Extracted data entries
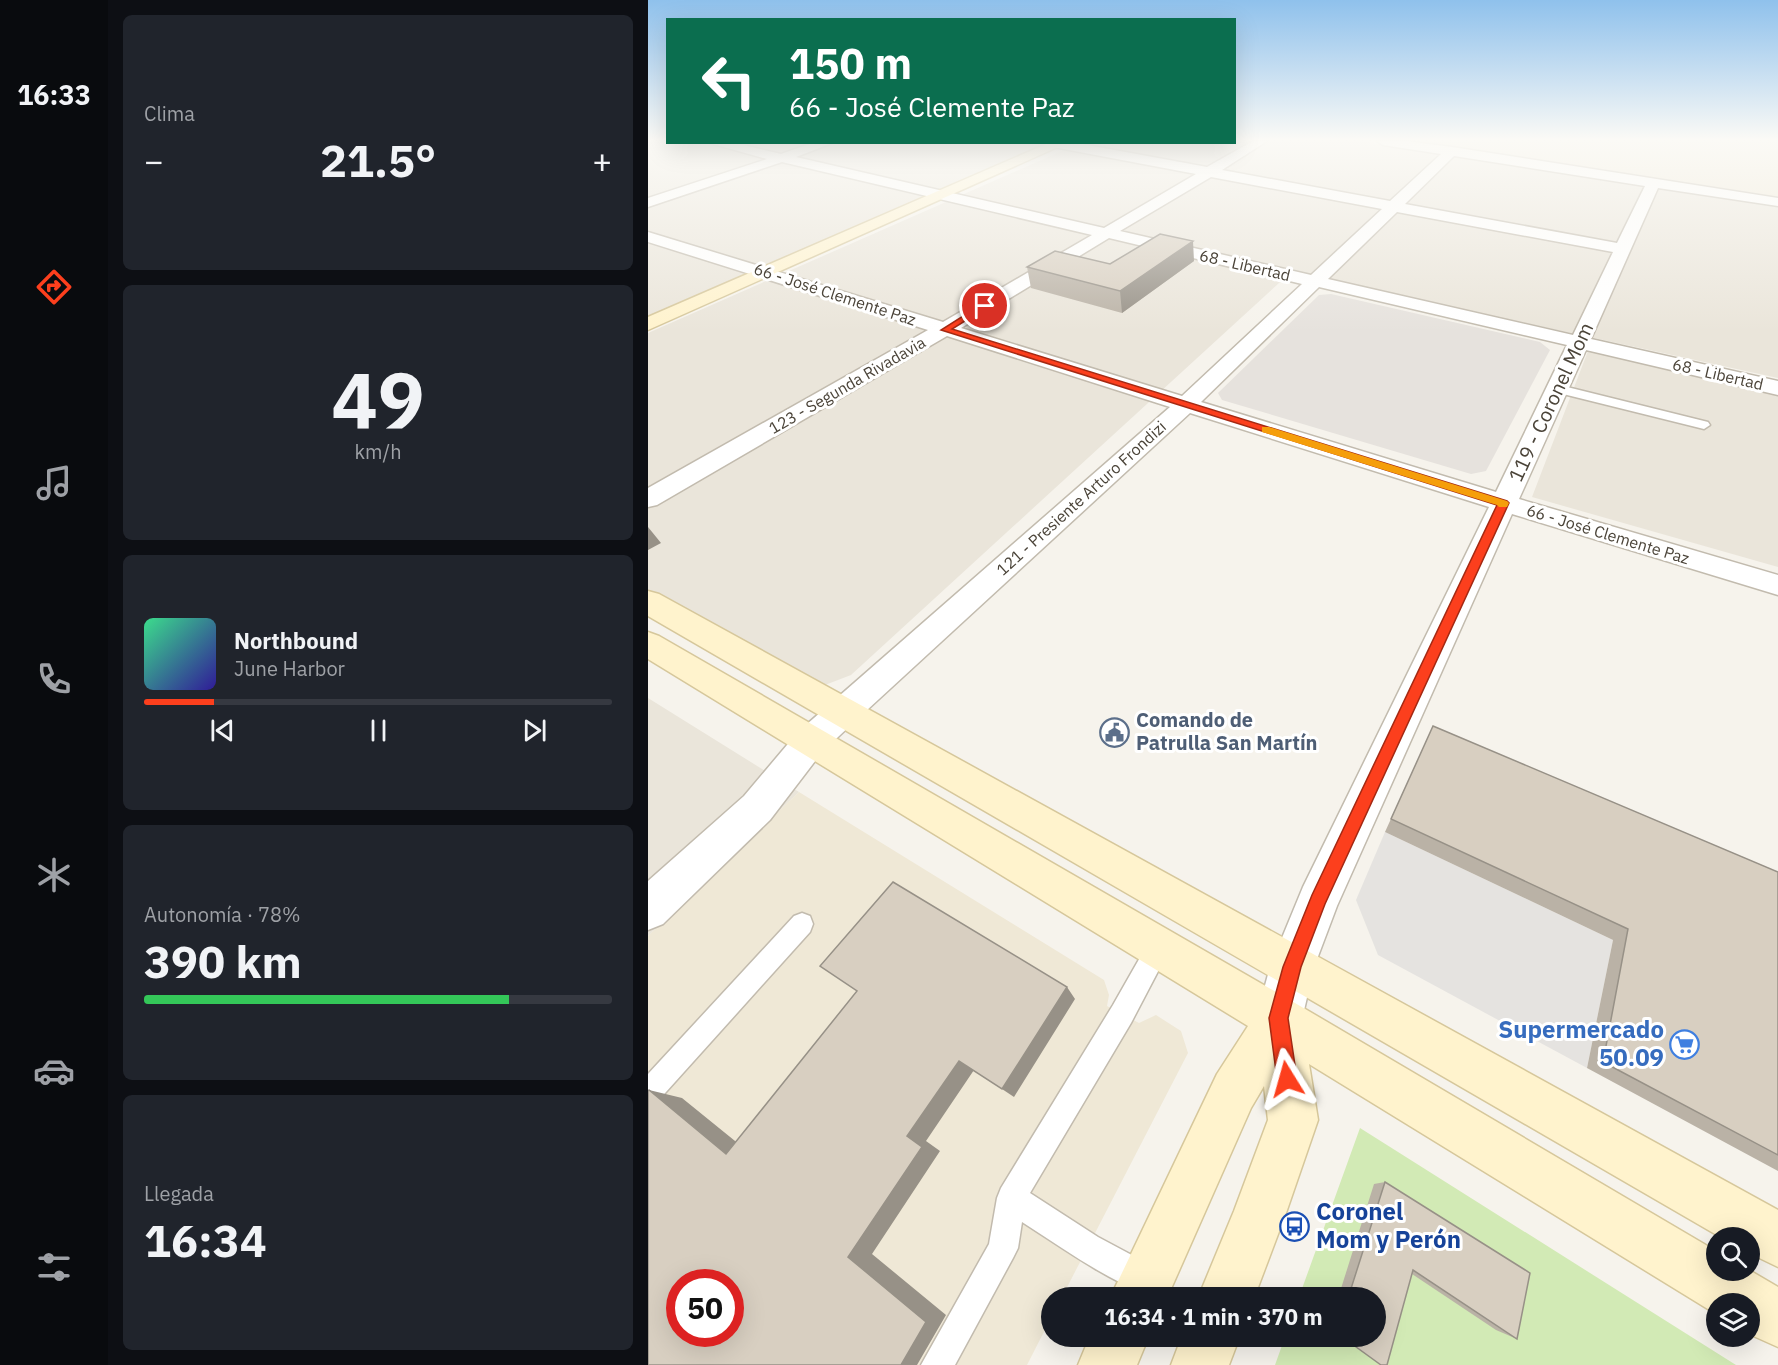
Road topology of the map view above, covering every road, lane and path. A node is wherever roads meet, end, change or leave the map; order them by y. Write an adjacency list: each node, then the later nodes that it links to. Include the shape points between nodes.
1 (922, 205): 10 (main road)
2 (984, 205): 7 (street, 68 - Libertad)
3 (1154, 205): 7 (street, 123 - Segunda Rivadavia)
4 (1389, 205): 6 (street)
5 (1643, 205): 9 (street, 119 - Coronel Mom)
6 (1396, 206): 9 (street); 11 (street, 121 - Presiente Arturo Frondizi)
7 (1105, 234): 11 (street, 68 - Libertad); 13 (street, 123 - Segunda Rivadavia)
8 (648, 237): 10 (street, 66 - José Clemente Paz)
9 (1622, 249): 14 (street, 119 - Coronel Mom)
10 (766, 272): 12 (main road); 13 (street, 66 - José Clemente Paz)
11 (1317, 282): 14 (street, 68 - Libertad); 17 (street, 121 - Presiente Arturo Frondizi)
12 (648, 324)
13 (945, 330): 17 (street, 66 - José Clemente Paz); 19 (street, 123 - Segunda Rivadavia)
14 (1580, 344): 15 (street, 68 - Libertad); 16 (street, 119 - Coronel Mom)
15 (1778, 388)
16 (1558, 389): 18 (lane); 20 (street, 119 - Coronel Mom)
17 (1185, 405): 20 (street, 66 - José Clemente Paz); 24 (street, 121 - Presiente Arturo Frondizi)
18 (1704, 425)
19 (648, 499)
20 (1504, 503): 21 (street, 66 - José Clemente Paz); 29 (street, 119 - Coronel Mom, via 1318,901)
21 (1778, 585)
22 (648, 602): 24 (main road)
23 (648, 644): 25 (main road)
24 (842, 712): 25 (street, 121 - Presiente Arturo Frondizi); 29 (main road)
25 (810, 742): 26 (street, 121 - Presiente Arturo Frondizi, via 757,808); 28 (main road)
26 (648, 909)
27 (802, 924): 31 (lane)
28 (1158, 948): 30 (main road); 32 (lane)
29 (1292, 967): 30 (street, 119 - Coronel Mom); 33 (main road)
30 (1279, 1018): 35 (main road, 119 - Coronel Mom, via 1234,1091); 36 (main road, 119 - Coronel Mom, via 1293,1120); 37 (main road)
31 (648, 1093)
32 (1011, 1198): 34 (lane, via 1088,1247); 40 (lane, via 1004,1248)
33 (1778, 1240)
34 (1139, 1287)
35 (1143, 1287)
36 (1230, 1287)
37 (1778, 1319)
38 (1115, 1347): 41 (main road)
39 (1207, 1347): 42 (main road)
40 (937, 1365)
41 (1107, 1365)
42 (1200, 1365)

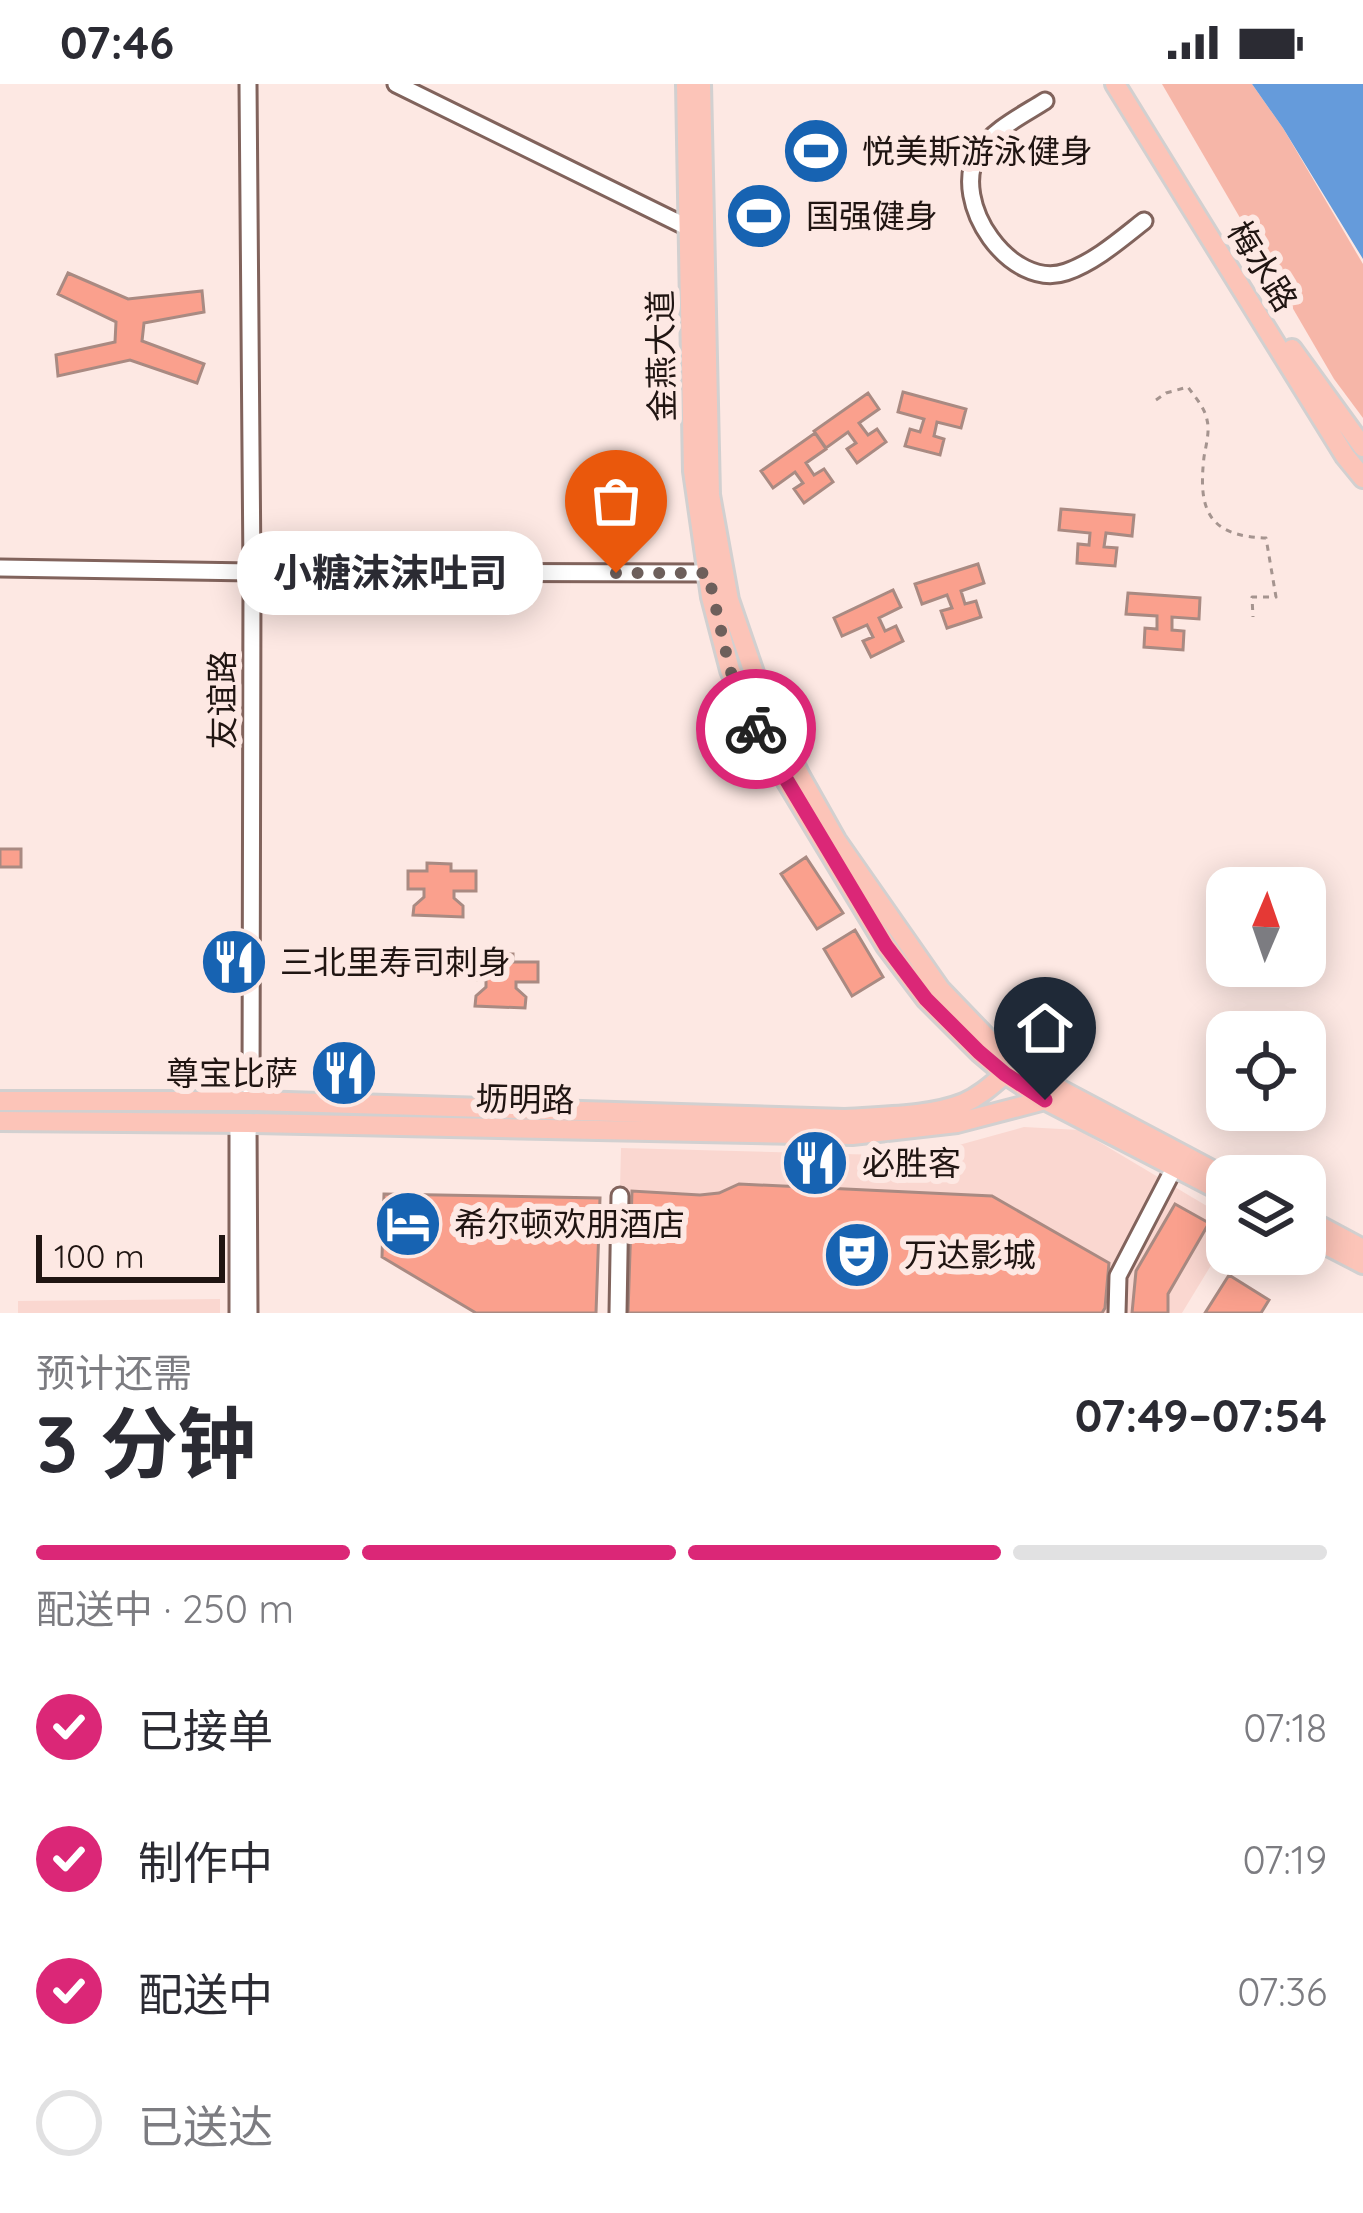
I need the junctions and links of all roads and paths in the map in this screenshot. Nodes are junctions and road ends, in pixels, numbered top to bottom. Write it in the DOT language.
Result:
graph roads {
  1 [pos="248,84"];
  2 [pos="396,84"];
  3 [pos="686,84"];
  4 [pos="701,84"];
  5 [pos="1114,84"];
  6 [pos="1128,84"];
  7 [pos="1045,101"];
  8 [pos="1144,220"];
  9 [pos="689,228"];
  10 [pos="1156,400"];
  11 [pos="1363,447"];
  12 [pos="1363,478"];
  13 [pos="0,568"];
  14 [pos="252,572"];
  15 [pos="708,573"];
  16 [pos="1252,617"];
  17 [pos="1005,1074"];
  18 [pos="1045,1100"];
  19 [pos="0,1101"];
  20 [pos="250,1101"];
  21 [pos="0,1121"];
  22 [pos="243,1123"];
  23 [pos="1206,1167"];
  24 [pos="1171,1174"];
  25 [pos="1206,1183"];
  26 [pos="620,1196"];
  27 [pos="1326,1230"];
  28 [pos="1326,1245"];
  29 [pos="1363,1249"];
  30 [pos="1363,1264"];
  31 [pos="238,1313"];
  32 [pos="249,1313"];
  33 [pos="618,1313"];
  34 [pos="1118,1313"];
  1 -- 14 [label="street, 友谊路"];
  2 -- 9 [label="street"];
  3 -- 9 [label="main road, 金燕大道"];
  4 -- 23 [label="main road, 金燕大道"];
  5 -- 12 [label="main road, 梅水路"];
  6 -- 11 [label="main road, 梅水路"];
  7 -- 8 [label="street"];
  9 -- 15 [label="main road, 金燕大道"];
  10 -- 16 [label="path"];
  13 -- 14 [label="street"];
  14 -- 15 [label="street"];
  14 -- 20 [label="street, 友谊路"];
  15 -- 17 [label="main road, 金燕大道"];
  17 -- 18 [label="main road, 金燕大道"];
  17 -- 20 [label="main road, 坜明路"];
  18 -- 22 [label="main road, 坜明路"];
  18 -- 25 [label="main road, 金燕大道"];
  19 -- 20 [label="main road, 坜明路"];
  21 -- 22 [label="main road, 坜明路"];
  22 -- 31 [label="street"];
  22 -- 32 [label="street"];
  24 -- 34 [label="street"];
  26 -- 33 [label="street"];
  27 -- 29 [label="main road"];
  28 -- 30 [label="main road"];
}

What the task asks
If the string "金燕大道" appears in a line of the entries, report the line.

Written response
  3 -- 9 [label="main road, 金燕大道"];
  4 -- 23 [label="main road, 金燕大道"];
  9 -- 15 [label="main road, 金燕大道"];
  15 -- 17 [label="main road, 金燕大道"];
  17 -- 18 [label="main road, 金燕大道"];
  18 -- 25 [label="main road, 金燕大道"];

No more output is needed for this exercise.